#### PROBLEM TO SOLVE:
Where a line in the records below contains the string "улица", tally it; give only the final number.

#### STORED DATA:
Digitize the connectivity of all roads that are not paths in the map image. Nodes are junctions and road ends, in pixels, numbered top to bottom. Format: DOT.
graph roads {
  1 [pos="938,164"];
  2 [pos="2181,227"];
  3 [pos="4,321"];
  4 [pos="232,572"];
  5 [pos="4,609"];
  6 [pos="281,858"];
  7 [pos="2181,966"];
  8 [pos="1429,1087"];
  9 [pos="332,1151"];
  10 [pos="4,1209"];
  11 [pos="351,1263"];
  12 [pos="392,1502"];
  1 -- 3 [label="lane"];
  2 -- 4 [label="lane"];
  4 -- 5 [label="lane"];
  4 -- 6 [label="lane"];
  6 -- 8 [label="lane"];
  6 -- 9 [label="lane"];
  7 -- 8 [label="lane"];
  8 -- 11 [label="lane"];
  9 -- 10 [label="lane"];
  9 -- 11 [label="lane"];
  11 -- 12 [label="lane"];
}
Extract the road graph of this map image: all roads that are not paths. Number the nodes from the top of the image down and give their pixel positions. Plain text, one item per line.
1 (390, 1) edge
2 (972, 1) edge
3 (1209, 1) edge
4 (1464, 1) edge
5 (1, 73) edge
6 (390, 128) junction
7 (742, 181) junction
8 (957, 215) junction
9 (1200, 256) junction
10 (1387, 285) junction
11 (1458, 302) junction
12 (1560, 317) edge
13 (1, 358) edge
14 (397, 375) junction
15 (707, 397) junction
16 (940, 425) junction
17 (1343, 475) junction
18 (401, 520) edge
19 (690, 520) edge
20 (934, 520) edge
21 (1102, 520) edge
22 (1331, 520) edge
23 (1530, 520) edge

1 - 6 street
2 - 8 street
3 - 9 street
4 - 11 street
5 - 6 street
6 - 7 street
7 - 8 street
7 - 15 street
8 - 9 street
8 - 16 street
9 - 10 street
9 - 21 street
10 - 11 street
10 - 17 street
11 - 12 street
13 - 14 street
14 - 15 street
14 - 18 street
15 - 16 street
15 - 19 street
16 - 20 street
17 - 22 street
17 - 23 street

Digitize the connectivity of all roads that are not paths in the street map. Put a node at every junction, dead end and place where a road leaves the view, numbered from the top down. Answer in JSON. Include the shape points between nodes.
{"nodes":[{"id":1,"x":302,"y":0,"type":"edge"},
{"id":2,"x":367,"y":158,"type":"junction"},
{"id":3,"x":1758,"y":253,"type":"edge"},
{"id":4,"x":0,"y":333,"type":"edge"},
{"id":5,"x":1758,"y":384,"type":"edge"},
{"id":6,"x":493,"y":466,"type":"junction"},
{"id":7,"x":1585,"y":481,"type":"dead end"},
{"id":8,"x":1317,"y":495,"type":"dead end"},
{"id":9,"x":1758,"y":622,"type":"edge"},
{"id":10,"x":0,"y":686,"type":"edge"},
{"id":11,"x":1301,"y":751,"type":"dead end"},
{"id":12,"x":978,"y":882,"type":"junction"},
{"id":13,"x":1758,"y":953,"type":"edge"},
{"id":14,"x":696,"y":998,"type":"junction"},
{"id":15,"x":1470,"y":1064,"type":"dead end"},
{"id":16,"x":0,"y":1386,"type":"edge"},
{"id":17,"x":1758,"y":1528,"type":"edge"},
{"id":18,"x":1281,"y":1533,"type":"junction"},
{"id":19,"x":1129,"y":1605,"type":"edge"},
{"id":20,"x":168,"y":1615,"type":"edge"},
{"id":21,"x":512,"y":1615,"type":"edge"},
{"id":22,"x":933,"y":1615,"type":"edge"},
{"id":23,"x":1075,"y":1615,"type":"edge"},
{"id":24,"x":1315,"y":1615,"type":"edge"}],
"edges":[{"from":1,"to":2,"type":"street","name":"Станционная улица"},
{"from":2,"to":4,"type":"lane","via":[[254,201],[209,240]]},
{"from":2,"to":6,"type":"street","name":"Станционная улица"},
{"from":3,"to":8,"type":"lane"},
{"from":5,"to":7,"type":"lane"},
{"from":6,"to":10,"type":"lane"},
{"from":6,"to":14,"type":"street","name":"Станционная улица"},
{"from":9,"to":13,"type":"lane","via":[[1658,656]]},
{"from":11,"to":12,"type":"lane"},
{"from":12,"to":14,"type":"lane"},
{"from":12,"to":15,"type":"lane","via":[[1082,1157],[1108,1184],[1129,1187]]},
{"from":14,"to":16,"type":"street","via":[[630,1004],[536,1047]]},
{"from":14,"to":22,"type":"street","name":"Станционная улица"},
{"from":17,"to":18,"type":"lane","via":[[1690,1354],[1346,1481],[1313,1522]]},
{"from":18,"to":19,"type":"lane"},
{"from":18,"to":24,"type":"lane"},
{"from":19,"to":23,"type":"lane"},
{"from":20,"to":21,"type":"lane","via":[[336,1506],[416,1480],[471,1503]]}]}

#### ANSWER TO THE EXERCISE:
4